Thursday, February 2, 2012 - 10:00am


George Nagy

Professor Emeritus, Rensselaer Polytechnic Institute


Dave Embley and Bill Barrett

Some properties of pattern classifiers used for character recognition are presented.
Possibilities for  improving accuracy by from exploiting various types of context
– language, data, shape – are illustrated. Further improvements are proposed
through adaptation and field classification. The presentation is intended to be accessible,
though not necessarily interesting, to those without a background
in machine learning, digital image analysis and optical character recognition.
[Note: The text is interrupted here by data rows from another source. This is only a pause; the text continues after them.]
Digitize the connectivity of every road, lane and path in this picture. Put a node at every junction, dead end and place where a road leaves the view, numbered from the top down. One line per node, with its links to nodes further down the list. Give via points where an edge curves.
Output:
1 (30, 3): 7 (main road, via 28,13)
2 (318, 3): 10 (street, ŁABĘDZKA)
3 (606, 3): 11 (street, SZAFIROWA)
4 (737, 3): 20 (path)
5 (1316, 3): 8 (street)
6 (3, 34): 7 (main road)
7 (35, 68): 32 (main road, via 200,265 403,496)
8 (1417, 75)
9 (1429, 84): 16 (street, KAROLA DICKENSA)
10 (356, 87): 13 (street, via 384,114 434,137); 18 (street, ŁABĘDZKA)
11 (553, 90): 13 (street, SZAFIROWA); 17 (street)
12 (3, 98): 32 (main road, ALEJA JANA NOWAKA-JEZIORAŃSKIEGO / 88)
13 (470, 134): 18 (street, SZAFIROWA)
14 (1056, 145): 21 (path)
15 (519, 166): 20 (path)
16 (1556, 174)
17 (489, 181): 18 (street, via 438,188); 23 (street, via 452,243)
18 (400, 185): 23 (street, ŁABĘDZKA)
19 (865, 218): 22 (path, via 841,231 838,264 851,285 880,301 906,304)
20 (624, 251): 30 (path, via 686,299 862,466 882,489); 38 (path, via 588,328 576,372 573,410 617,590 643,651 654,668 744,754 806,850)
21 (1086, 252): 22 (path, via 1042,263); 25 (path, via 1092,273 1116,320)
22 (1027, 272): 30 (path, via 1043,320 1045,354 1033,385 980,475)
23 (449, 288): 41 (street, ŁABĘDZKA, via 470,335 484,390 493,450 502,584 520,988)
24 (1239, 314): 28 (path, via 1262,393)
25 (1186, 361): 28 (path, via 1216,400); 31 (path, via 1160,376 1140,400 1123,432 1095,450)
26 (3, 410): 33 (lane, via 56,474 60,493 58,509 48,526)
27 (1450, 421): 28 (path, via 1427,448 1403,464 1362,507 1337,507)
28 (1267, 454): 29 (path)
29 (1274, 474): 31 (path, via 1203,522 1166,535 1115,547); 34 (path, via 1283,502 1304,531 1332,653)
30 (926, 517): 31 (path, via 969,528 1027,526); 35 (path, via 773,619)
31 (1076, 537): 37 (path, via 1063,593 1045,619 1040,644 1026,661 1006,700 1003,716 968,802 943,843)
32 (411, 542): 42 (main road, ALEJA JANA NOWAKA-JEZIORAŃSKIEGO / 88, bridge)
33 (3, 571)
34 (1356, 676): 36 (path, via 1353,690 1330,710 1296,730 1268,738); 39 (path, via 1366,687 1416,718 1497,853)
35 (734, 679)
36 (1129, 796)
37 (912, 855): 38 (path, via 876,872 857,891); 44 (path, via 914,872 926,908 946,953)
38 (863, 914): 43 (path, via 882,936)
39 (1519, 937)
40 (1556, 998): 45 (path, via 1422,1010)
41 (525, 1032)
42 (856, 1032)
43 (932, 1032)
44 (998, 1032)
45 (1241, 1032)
George Nagy graduated from McGill University in Engineering Physics (fencing and chess). He earned his MS at McGill by solving Euler’s Second Equation for the hysteresis motor. He was awarded the PhD at Cornell University in 1962 for helping Frank Rosenblatt build Tobermory, a sixteen-foot, four-layer neural network for speech recognition. After a short postdoc he worked on character recognition and remote sensing at IBM Yorktown (he claims credit for IBM’s growth during this period). He devoted a reverse sabbatical at the Université de Montréal to recording pulse trains from cats’ medial geniculate nuclei. In 1972 he joined the Department of Computer Science at the University of Nebraska where he dabbled in computational geometry, GIS and HCI. Since 1985 he has been Professor of Computer Engineering at RPI in Troy, NY. Nagy’s credits in document analysis include Chinese character recognition with Dick Casey, “self-corrective” character recognition with Glen Shelton (with a reprise twenty-eight years later with Henry Baird), character recognition via cipher substitution with Casey, Sharad Seth, and Tin Ho, growing X-Y trees with Seth, table interpretation with Dave Embley, Mukkai Krishnamoorthy, Dan Lopresti and Seth, modeling random-phase noise with Prateek Sarkar and Lopresti, style-constrained classification with Sarkar, Hiromichi Fujisawa, Cheng-Lin Liu and Harsha Veeramachaneni, and recently paper-based election systems research with Lopresti and Elisa Barney Smith. In his spare time Nagy enjoys skiing, sailing, and writing prolix surveys.